━━ Dataset

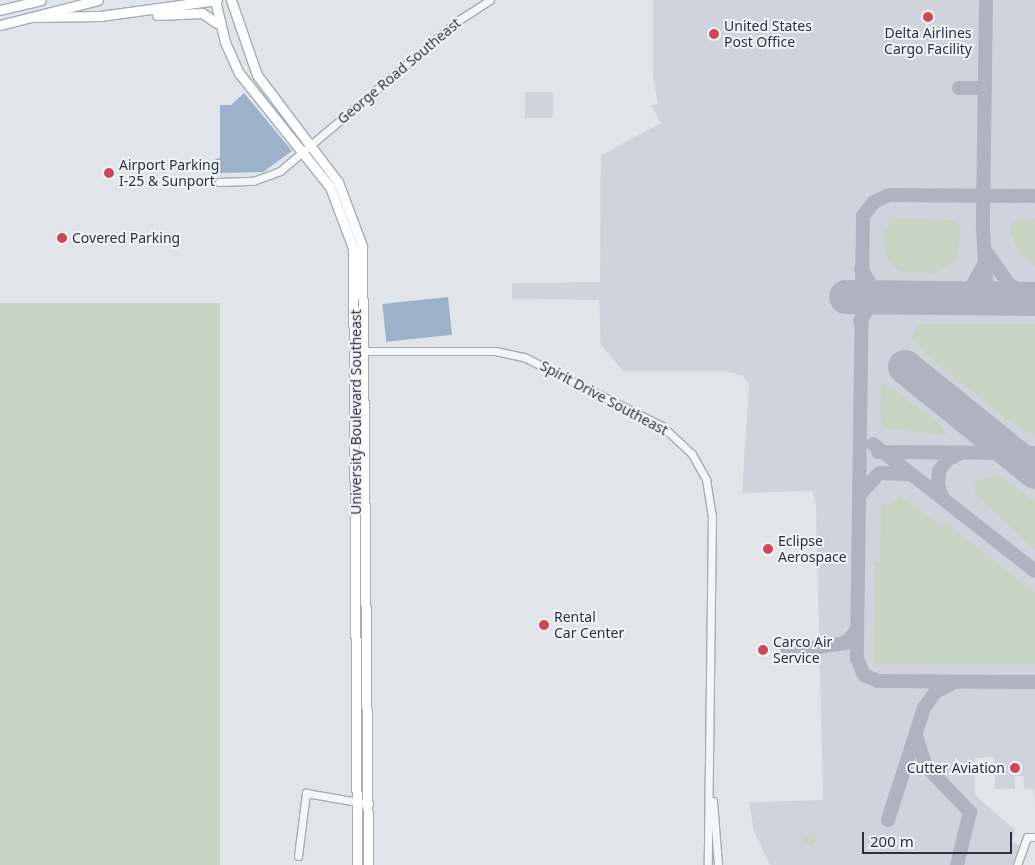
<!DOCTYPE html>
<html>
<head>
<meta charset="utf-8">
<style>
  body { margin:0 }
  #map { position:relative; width:1035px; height:865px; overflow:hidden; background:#e1e5ea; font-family:"Noto Sans",sans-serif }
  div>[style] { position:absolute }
  .built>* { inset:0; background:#cfd4dc; transform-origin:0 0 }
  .green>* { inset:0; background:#c7d4c2; transform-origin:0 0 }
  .round { border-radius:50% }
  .water>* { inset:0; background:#9cb1ca; transform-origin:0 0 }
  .taxiway>* { height:14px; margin:-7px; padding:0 7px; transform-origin:7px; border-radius:7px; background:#aeb4bf }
  .runway>* { height:34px; margin:-17px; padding:0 17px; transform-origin:17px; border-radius:17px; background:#aeb4bf }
  .roads { filter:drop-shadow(1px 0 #a6acb4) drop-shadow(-1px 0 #a6acb4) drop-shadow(0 1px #a6acb4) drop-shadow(0 -1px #a6acb4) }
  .minor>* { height:7px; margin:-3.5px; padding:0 3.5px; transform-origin:3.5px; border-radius:3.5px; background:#f4f6f8 }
  .major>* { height:9px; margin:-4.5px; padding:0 4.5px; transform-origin:4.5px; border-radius:4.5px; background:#fff }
  .dots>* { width:14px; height:14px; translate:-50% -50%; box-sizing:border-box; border:2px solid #f1f4f7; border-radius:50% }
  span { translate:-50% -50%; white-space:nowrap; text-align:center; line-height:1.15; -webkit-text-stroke:4px #f1f4f7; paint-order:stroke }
  .poi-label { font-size:14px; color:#293242 }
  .left { translate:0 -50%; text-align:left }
  .right { translate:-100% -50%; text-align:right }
  .street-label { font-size:14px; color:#293242 }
  .scale { position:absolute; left:862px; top:832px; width:150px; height:22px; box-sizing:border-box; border:2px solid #293242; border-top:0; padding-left:6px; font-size:15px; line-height:18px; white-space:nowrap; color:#293242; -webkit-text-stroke:4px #f1f4f7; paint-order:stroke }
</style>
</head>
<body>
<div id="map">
  <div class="built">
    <div style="clip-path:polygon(653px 0,1035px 0,1035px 802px,1034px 789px,1024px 789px,1023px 776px,1015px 776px,1015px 789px,995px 789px,994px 757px,975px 758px,975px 795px,1015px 830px,1012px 842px,1020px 846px,1014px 865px,770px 865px,754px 832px,749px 802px,823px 800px,816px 505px,812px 491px,742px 493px,749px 385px,743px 376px,725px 371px,623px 371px,601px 345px,599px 300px,512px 299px,512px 283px,600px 282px,601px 155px,661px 123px,651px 105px,658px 104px,653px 76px)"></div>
    <div style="left:525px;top:92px;width:28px;height:26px"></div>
  </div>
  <div class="green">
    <div style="clip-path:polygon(894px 218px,955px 220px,961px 228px,956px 261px,935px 273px,904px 272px,894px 267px,886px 256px,883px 232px)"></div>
    <div style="clip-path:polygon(1035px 219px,1035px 266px,1019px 253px,1009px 229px,1014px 221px)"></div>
    <div style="left:0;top:303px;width:220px;height:562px"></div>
    <div style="clip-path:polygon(918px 324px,1035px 324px,1035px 436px,1006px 419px,926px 354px,912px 337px)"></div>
    <div style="clip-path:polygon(881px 381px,940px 423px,947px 435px,885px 429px,880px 418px)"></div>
    <div style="clip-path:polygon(1000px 476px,1035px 501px,1035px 550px,974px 493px,976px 480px)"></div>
    <div style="clip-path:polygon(900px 495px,942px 527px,946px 523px,1035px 593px,1035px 665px,874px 664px,875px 562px,880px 562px,881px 505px,892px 504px)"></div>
    <div class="round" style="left:803px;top:834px;width:12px;height:12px"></div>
  </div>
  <div class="water">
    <div style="clip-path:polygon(244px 93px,292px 151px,263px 172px,220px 173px,215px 159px,220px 158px,220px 105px,231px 105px)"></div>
    <div style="left:448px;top:297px;width:38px;height:66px;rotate:84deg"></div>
  </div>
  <div class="taxiway">
    <div style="left:986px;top:0;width:228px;rotate:90.8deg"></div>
    <div style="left:983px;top:228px;width:70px;rotate:86.7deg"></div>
    <div style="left:959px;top:88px;width:26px"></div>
    <div style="left:1035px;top:196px;width:146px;rotate:-179.6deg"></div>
    <div style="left:889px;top:195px;width:17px;rotate:155deg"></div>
    <div style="left:874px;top:202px;width:18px;rotate:128deg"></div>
    <div style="left:863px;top:216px;width:442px;rotate:90.8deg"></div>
    <div style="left:857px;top:658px;width:18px;rotate:68deg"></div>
    <div style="left:864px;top:675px;width:15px;rotate:23deg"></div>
    <div style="left:878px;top:681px;width:157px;rotate:0.4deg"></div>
    <div style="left:987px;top:253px;width:39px;rotate:55deg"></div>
    <div style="left:1009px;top:285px;width:28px;rotate:23deg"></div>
    <div style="left:861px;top:269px;width:22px;rotate:58deg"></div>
    <div style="left:873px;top:288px;width:21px;rotate:29deg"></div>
    <div style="left:891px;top:298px;width:54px"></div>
    <div style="left:945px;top:298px;width:28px;rotate:-21deg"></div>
    <div style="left:971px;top:288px;width:25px;rotate:-61deg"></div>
    <div style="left:860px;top:321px;width:20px;rotate:-57deg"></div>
    <div style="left:871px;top:304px;width:21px;rotate:-17deg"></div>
    <div style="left:873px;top:444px;width:206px;rotate:38.1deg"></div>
    <div style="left:878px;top:452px;width:157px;rotate:0.4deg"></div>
    <div style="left:859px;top:496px;width:30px;rotate:-49deg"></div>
    <div style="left:879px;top:473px;width:29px;rotate:2deg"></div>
    <div style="left:943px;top:499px;width:15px;rotate:-110deg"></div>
    <div style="left:938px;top:485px;width:14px;rotate:-86deg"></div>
    <div style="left:939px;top:471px;width:14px;rotate:-54deg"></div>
    <div style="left:947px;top:460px;width:16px;rotate:-27deg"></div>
    <div style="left:787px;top:652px;width:60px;rotate:-8.7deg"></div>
    <div style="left:846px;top:643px;width:17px;rotate:-50deg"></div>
    <div style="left:916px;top:736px;width:32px;rotate:72deg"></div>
    <div style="left:926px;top:766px;width:64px;rotate:46.3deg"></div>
    <div style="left:970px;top:812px;width:55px;rotate:103.8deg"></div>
    <div style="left:888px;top:820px;width:118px;rotate:-72.2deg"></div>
    <div style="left:924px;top:708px;width:19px;rotate:-55deg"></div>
    <div style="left:935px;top:692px;width:20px;rotate:-27deg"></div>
  </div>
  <div class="runway">
    <div style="left:846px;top:297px;width:189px;rotate:0.6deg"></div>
    <div style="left:905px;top:367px;width:167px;rotate:38.9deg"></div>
  </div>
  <div class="roads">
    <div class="minor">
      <div style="left:219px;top:182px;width:34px;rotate:-2deg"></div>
      <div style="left:253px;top:181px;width:29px;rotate:-20deg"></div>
      <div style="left:280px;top:171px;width:234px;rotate:-40.2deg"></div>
      <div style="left:459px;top:20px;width:37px;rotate:-33deg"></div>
      <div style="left:366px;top:351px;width:129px"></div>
      <div style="left:495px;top:351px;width:30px;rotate:12deg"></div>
      <div style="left:524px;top:357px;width:154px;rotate:26.6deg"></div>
      <div style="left:662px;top:426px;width:41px;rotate:43deg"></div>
      <div style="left:692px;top:454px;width:29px;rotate:61deg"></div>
      <div style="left:706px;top:479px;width:36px;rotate:81deg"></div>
      <div style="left:712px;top:515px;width:350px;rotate:90.7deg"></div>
      <div style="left:713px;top:801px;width:64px;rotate:85.5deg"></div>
      <div style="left:298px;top:856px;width:64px;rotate:-82.8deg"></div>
      <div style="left:306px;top:793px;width:64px;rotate:9.9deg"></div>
      <div style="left:1017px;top:865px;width:30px;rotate:-70deg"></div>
      <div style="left:1027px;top:837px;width:8px"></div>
    </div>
    <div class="major">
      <div style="left:215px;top:0;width:43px;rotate:76.6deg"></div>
      <div style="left:225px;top:42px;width:34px;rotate:66deg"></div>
      <div style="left:239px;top:73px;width:146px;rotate:51.4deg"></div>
      <div style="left:330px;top:187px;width:65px;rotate:69.3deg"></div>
      <div style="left:353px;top:248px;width:617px;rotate:89.63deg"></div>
      <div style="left:231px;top:0;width:79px;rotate:70.9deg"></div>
      <div style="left:257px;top:75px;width:134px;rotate:52.9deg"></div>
      <div style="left:338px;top:182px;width:68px;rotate:69.4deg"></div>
      <div style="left:362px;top:246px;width:619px;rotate:89.44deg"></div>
      <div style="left:0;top:10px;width:42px;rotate:-13.7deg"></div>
      <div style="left:157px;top:15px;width:45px;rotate:-2.5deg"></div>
      <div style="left:202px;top:13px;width:18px;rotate:34deg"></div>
      <div style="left:31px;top:17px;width:69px;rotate:-0.8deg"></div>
      <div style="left:100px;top:16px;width:118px;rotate:-7.8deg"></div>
      <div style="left:0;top:25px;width:101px;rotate:-14.3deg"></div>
    </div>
  </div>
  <div class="dots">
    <div style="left:928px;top:17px;background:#d04657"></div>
    <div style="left:714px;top:34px;background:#d04657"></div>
    <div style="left:109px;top:173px;background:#d04657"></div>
    <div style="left:62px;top:238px;background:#d04657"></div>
    <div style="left:768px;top:549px;background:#d04657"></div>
    <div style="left:544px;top:625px;background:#d04657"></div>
    <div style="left:763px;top:650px;background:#d04657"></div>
    <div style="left:1015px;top:768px;background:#d04657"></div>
  </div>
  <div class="poi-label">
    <span class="left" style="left:724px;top:34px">United States<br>Post Office</span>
    <span style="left:928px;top:41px">Delta Airlines<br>Cargo Facility</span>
    <span class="left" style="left:119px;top:173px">Airport Parking<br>I-25 &amp; Sunport</span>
    <span class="left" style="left:72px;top:238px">Covered Parking</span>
    <span class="left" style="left:778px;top:549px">Eclipse<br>Aerospace</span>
    <span class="left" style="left:554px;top:625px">Rental<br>Car Center</span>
    <span class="left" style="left:773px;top:650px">Carco Air<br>Service</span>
    <span class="right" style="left:1005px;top:768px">Cutter Aviation</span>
  </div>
  <div class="street-label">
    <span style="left:399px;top:71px;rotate:-40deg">George Road Southeast</span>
    <span style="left:604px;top:398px;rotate:28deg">Spirit Drive Southeast</span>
    <span style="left:356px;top:412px;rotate:-90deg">University Boulevard Southeast</span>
  </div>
  <div class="scale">200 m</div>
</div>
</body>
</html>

━━━━

=== Work task ===
Every line from the top of the records above to the line with "inset:0; background:#9cb1ca; transform-origin:0", inclusive, should be duplicated exactly, minus the pictures.

=== Completed exercise ===
<!DOCTYPE html>
<html>
<head>
<meta charset="utf-8">
<style>
  body { margin:0 }
  #map { position:relative; width:1035px; height:865px; overflow:hidden; background:#e1e5ea; font-family:"Noto Sans",sans-serif }
  div>[style] { position:absolute }
  .built>* { inset:0; background:#cfd4dc; transform-origin:0 0 }
  .green>* { inset:0; background:#c7d4c2; transform-origin:0 0 }
  .round { border-radius:50% }
  .water>* { inset:0; background:#9cb1ca; transform-origin:0 0 }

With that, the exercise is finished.